An interesting scene at the Senate Finance Committee meeting during which the Republican's garbage tax plan was under discussion: Democratic Senator Sherrod Brown called out that the plan is just a giant piece of class warfare designed to redistribute wealth upwards, and Republican Senator Orrin Hatch was not happy about it.

SENATOR SHERROD BROWN: —Senator McCaskill and Senator Casey and Senator Stabenow and Senator Nelson are voting against a four thousand dollar raise that this tax cut is going to bestow on them. We know it's coming. We know you'll have way more money to promote that than we will have to defend it, but that's why the Wyden Amendment's so important. And I just think it would be nice, just tonight, before we go home, to just acknowledge, well, this tax cut really is not for the middle class; it's for the rich. And that whole thing about higher wages, well, it's a good selling point, but we know companies don't just give away higher wages. They don't just give away higher wages, just 'cause they have more money. Corporations are sitting on a lot of money now; they're sitting on a lot of profits now. I don't see wages going up. So, just spare us, spare us the bank shots, spare us the sarcasm and the satire—

[crosstalk]

SENATOR ORRIN HATCH: I'm gonna just say to ya that, ah, I come from the poor people. And I've been here working my whole stinking career for people who don't have a chance. And I really resent anybody saying that I'm just doing this for the rich. Give me a break! I think you guys overplay that all the time, and it gets old. And frankly ya oughta, ya oughta quit it!
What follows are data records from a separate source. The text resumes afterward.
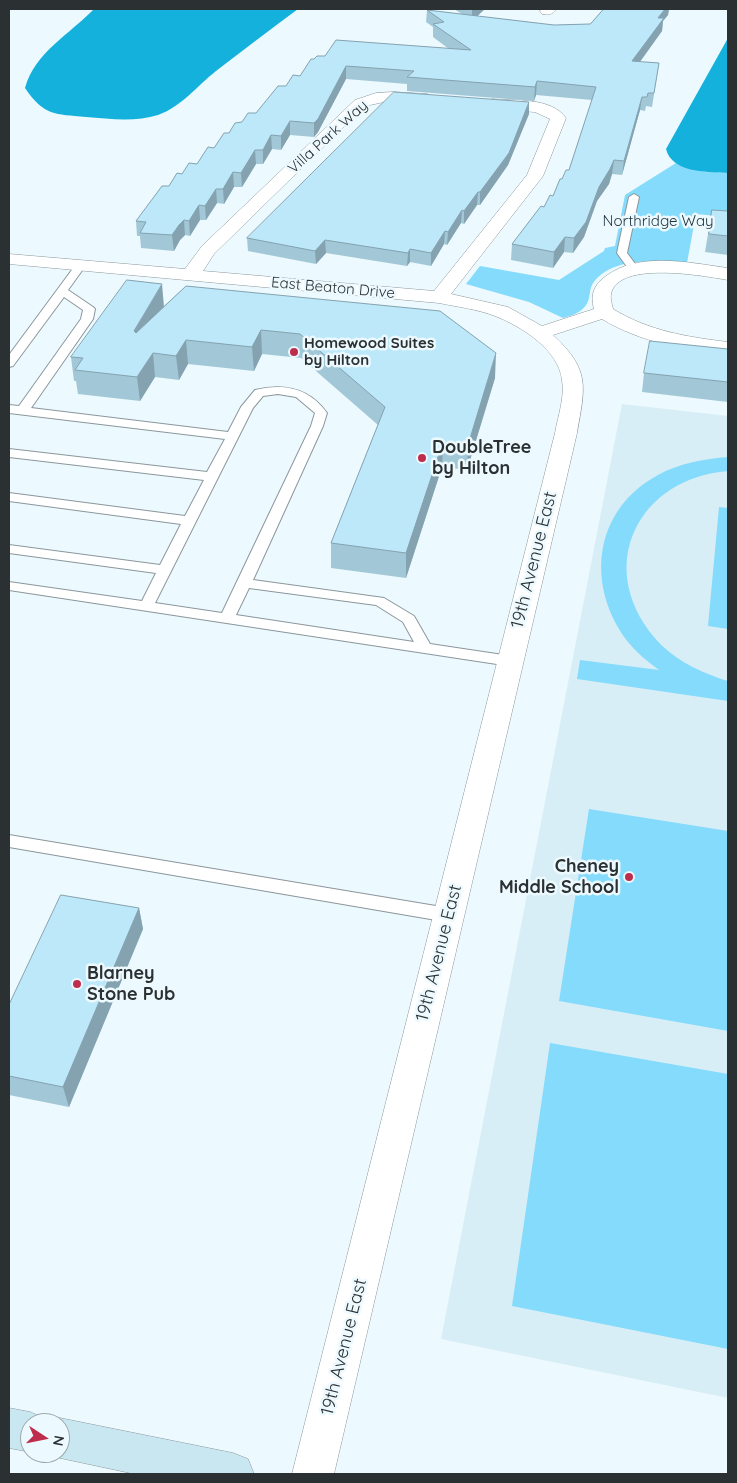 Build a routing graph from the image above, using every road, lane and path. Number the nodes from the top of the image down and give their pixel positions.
1 (443, 100) edge
2 (481, 103) edge
3 (634, 196) dead end
4 (9, 259) edge
5 (81, 265) junction
6 (634, 269) junction
7 (728, 274) edge
8 (190, 275) junction
9 (62, 291) junction
10 (439, 297) junction
11 (604, 312) junction
12 (539, 333) junction
13 (728, 348) edge
14 (9, 362) edge
15 (9, 410) edge
16 (22, 411) junction
17 (566, 433) joint
18 (233, 436) junction
19 (9, 453) edge
20 (212, 477) junction
21 (9, 497) edge
22 (189, 521) junction
23 (9, 548) edge
24 (165, 570) junction
25 (244, 583) junction
26 (9, 586) edge
27 (146, 607) junction
28 (227, 619) junction
29 (424, 648) junction
30 (510, 661) junction
31 (9, 841) edge
32 (448, 915) junction
33 (70, 1440) edge
34 (233, 1474) edge
35 (313, 1474) edge

1 - 8 street, Villa Park Way
2 - 10 street
3 - 6 lane
4 - 5 street, East Beaton Drive
5 - 8 street, East Beaton Drive
5 - 9 lane
6 - 7 street
6 - 11 street
8 - 10 street, East Beaton Drive
9 - 14 lane
9 - 16 lane
10 - 12 street, East Beaton Drive
11 - 12 street
11 - 13 street
12 - 17 street, East Beaton Drive
15 - 16 lane
16 - 18 lane
17 - 30 street, 19th Avenue East
18 - 20 lane
18 - 25 lane
19 - 20 lane
20 - 22 lane
21 - 22 lane
22 - 24 lane
23 - 24 lane
24 - 27 lane
25 - 28 lane
25 - 29 lane
26 - 27 lane
27 - 28 lane
28 - 29 lane
29 - 30 lane
30 - 32 street, 19th Avenue East
31 - 32 lane
32 - 35 street, 19th Avenue East
33 - 34 main road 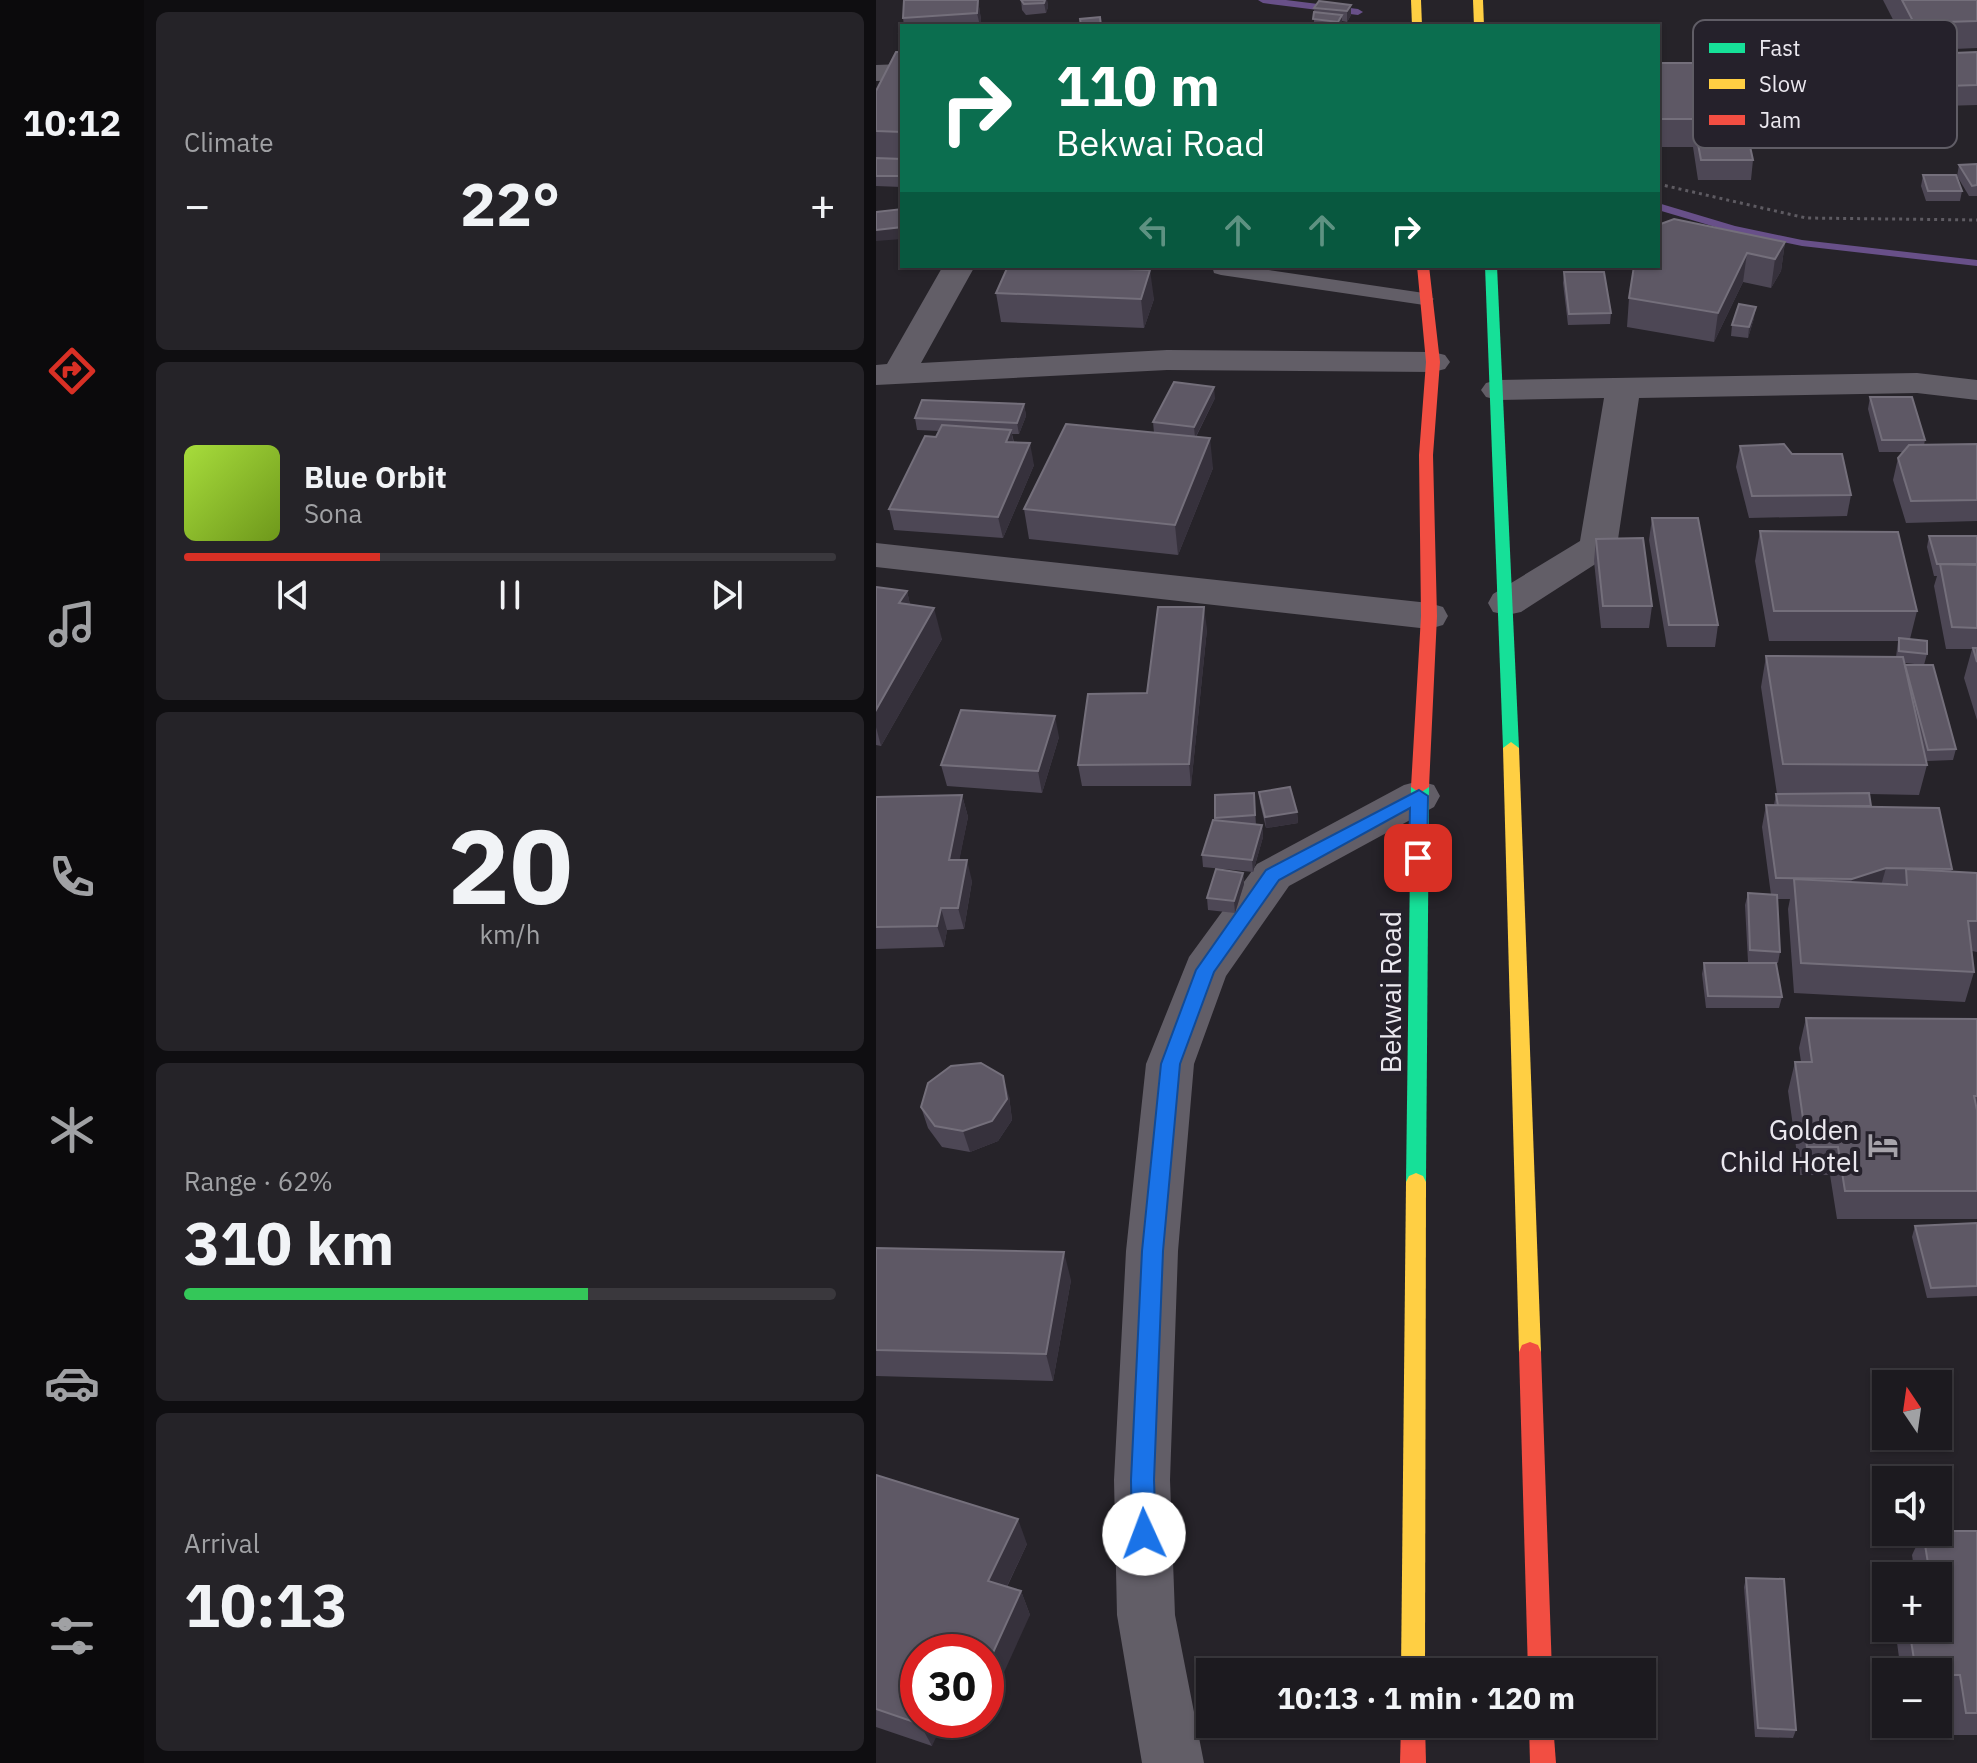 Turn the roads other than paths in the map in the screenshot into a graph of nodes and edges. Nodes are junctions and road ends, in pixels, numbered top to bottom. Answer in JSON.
{"nodes":[{"id":1,"x":1416,"y":0,"type":"edge"},
{"id":2,"x":1478,"y":0,"type":"edge"},
{"id":3,"x":1417,"y":24,"type":"edge"},
{"id":4,"x":1479,"y":24,"type":"edge"},
{"id":5,"x":900,"y":72,"type":"edge"},
{"id":6,"x":876,"y":73,"type":"edge"},
{"id":7,"x":958,"y":268,"type":"edge"},
{"id":8,"x":1221,"y":268,"type":"edge"},
{"id":9,"x":1423,"y":268,"type":"edge"},
{"id":10,"x":1491,"y":268,"type":"edge"},
{"id":11,"x":1424,"y":299,"type":"junction"},
{"id":12,"x":1433,"y":362,"type":"junction"},
{"id":13,"x":888,"y":374,"type":"edge"},
{"id":14,"x":1623,"y":388,"type":"junction"},
{"id":15,"x":1498,"y":390,"type":"junction"},
{"id":16,"x":1977,"y":390,"type":"edge"},
{"id":17,"x":876,"y":555,"type":"edge"},
{"id":18,"x":1507,"y":603,"type":"junction"},
{"id":19,"x":1429,"y":616,"type":"junction"},
{"id":20,"x":1419,"y":796,"type":"junction"},
{"id":21,"x":1413,"y":1658,"type":"edge"},
{"id":22,"x":1540,"y":1658,"type":"edge"},
{"id":23,"x":1413,"y":1738,"type":"edge"},
{"id":24,"x":1542,"y":1738,"type":"edge"},
{"id":25,"x":1173,"y":1763,"type":"edge"},
{"id":26,"x":1413,"y":1763,"type":"edge"},
{"id":27,"x":1543,"y":1763,"type":"edge"}],
"edges":[{"from":1,"to":3,"type":"highway"},
{"from":2,"to":4,"type":"highway"},
{"from":5,"to":6,"type":"street"},
{"from":7,"to":13,"type":"street"},
{"from":8,"to":11,"type":"lane"},
{"from":9,"to":11,"type":"highway","name":"Bekwai Road"},
{"from":10,"to":15,"type":"highway"},
{"from":11,"to":12,"type":"highway","name":"Bekwai Road"},
{"from":12,"to":13,"type":"street"},
{"from":12,"to":19,"type":"highway","name":"Bekwai Road"},
{"from":14,"to":15,"type":"street"},
{"from":14,"to":16,"type":"street"},
{"from":14,"to":18,"type":"street"},
{"from":15,"to":18,"type":"highway"},
{"from":17,"to":19,"type":"street"},
{"from":18,"to":22,"type":"highway"},
{"from":19,"to":20,"type":"highway","name":"Bekwai Road"},
{"from":20,"to":21,"type":"highway","name":"Bekwai Road"},
{"from":20,"to":25,"type":"street"},
{"from":23,"to":26,"type":"highway"},
{"from":24,"to":27,"type":"highway"}]}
BROWN: Mr. Chairman, the public believes it.

HATCH: [holds up his hand] Wait a minute, just — I'm not through!

BROWN: Okay.

HATCH: I get kinda sick and tired of it. True, it's a nice political play, but it's not true.
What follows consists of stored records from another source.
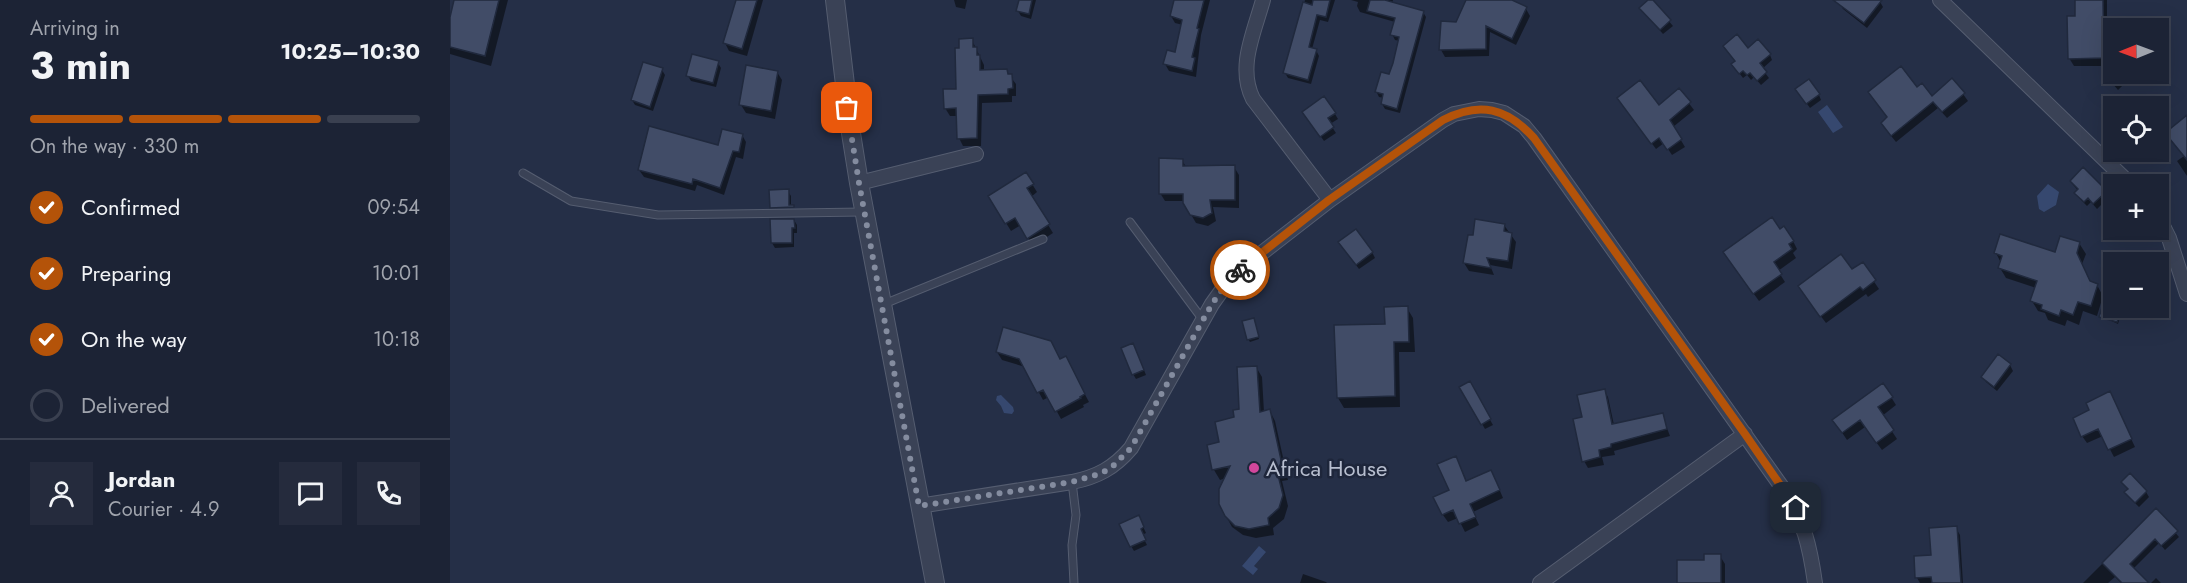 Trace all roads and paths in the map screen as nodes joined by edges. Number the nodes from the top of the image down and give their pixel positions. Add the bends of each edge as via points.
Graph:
1 (836, 0) edge
2 (1263, 0) edge
3 (1940, 0) edge
4 (976, 154) dead end
5 (523, 173) dead end
6 (2120, 174) edge
7 (859, 183) junction
8 (1329, 200) junction
9 (865, 212) junction
10 (1130, 222) dead end
11 (2169, 238) edge
12 (1043, 239) dead end
13 (2187, 294) edge
14 (882, 305) junction
15 (1203, 320) junction
16 (1745, 434) junction
17 (1072, 482) junction
18 (919, 506) junction
19 (935, 583) edge
20 (1074, 583) edge
21 (1540, 583) edge
22 (1815, 583) edge

1 - 7 street
2 - 8 street via 1245,67 1249,90
3 - 6 street
4 - 7 street
5 - 9 lane via 571,201 657,215
7 - 9 street
8 - 15 street via 1236,273
8 - 16 street via 1454,114 1492,110 1514,119 1534,138
9 - 14 street
10 - 15 lane
11 - 13 street
12 - 14 lane
14 - 18 street
15 - 17 street via 1131,448 1102,473
16 - 21 street
16 - 22 street via 1796,508 1807,536
17 - 18 street
17 - 20 lane via 1076,516 1072,545
18 - 19 street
BROWN: Well, Mr. Chairman, with all due respect, I get sick and tired of the richest people in this country getting richer and richer—

[crosstalk; calls to order]

HATCH: [bangs gavel] Listen! I've honored you by allowing you to spout off here. And what you said was not right! That's all I'm saying. I come from the lower middle class originally! We didn't have anything! So don't spew that stuff on me! I get a little tired of that crap. And let me just say something — if ya didn't, if we worked together [hits hand on table] we could pull this country out of every, every mess it's in! And we could do a lot of the things that you're talking about, too. And I think I've got a reputation of having worked together with Democrats!

BROWN: Let's start with CHIP.

HATCH: Not starting with CHIP. I did it — I've done it for years. I've got more bills —

BROWN: Start with CHIP today.

HATCH: I've got more bills passed than everybody on this committee put together! And they've been passed for the benefit of people in this country. Now all I can say is: I like you personally very much, but I'm telling ya, this bullcrap that you guys throw out here really gets old after awhile. To do it right at the end of this [hits hand on table] was just not right! And I just — it takes a lot to get me worked up like this!
A lot of the truth, apparently.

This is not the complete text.